Since Amy and Katya were spending the night, Shira’s mom fixed a special spaghetti dinner. Nolan ate quietly and then awkwardly excused himself upstairs, unused to having three chattery girls in the house. He returned soon enough when they turned on the TV after dinner.
It was America’s Funniest Home Videos tonight. The girls laughed over mouthfuls of popcorn as a hyperactive Chihuahua ran in circles after his tail. Midway through the show, however, the screen was suddenly replaced with scrolling red letters that read: “We interrupt this program to bring you news of the terrible catastrophe that has just occurred in Haiti. A 7.0-scale earthquake has devastated the capital of Port-au-Prince, as well as several minor towns, burying many inhabitants alive. Rescue workers have responded to the crisis from all over the world with amazing speed, coming from nations including the USA, Israel, UK, China, Switzerland, Brazil…” the list went on, and the family sat in silence as the screen displayed troubling images of Haitians being pulled out from under enormous piles of concrete rubble. It showed a man in a full-body cast, and many search-and-rescue teams scouring the ruins of giant buildings. Not a single structure was left intact. The masses of trapped and injured people, and the power of the quake itself, left everyone in the living room in stunned silence. Mom led everyone in a prayer for the people in Haiti, and it was a while before they turned on the show again. Even then, AFV wasn’t as funny anymore. The popcorn sat unfinished in the bowl.
Shira had a hard time getting to sleep that night. Disturbing images of Haitians buried alive kept flashing through her mind. It would almost have been better to be blind, not deaf, if it could prevent her eyes from seeing such nightmarish pictures. The devastating crisis affected everyone, even if they lived far from Haiti, and Shira knew she had to do something to help.
* * *
Amy and Katya had to leave early for school the next morning. Shira waved goodbye as she watched them pile in the old station wagon with Nolan and Mom. As the car puttered off, she went back inside the house and poured herself a bowl of cereal. She wasn’t used to being up this early but decided to make the most of it by finishing her schoolwork before lunch. She went into the little glass-walled “schoolroom” off the kitchen and took her math book from a shelf.

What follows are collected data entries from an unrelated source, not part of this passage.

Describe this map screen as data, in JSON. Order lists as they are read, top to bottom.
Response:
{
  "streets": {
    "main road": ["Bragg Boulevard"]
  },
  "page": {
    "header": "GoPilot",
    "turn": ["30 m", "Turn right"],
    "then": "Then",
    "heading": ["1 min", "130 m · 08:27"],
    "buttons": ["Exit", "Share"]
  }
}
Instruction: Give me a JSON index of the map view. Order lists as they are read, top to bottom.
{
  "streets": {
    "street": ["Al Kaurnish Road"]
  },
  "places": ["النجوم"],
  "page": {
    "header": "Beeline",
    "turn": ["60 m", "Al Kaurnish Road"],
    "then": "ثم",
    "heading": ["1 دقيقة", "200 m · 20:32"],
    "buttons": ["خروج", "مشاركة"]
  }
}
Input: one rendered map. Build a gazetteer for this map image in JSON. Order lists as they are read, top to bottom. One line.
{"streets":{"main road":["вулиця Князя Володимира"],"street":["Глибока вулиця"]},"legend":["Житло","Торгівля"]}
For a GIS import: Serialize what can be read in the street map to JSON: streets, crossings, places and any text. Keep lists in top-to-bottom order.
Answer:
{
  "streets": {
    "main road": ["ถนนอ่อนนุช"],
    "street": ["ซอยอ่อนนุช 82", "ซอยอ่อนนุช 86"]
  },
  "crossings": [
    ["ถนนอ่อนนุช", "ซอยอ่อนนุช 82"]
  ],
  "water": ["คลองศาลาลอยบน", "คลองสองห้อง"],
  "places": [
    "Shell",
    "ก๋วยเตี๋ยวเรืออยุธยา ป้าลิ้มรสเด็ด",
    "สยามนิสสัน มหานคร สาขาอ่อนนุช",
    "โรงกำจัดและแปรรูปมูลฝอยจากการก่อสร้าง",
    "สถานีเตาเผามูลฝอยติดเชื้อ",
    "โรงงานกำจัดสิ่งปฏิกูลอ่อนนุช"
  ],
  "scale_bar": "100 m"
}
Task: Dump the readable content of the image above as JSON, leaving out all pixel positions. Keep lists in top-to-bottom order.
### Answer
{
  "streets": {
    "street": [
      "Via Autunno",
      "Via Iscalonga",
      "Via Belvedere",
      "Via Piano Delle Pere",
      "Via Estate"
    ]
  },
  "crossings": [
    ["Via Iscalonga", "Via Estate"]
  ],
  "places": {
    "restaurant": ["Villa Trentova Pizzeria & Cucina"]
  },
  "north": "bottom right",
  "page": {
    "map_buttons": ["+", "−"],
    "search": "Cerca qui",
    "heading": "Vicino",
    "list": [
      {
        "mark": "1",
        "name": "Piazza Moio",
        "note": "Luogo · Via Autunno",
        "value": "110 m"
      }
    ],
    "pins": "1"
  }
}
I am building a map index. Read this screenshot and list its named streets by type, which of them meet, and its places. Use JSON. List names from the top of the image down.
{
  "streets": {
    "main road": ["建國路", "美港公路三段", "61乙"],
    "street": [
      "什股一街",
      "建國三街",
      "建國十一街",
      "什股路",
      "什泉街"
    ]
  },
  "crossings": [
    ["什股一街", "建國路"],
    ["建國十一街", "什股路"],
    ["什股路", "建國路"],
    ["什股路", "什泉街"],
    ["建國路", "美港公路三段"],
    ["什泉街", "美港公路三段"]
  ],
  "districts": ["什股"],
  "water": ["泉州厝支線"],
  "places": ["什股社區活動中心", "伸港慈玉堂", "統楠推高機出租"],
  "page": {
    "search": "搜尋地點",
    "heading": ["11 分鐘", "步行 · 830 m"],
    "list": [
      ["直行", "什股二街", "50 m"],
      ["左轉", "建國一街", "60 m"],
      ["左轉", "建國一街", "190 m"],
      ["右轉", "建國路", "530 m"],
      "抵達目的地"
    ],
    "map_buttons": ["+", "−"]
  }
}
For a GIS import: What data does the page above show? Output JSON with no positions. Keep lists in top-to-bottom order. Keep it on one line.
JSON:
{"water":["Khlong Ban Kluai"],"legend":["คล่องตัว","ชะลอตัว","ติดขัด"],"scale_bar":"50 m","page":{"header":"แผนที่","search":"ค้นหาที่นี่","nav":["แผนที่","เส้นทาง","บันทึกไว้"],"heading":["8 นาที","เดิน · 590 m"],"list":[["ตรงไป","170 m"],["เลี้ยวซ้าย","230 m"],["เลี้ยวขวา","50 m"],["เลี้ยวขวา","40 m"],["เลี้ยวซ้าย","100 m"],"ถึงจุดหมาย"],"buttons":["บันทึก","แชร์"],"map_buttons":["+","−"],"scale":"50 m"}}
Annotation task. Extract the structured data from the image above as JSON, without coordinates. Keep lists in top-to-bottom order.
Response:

Shira was just biting into an apple at lunch when her mom sat down beside her. She was holding a folded piece of slick paper, which appeared to be some type of brochure.
“I found something that might interest you,” she began. Shira read her lips as she continued, “The Fine Arts Center is having a youth talent show. It’s on Saturday three weeks from now. Katya showed me a couple of your drawings yesterday, and I was surprised by your talent. When have you been working on all of these? I think you would definitely be eligible to be featured in this show.” She opened the brochure on the table in front of Shira. “I picked up their information when I dropped the kids off at school.”
Shira stared down at the colorful brochure. An art show. She barely considered her drawing more than an occasional pastime. If she was ever going to be featured for something, she had always dreamed that it would be the cello. As she thought about it now, though, the idea didn’t seem half bad. Wasn’t music an art? Then why should there be much difference between playing an instrument and drawing a picture? Most of all, she knew what she was going to do for Haiti.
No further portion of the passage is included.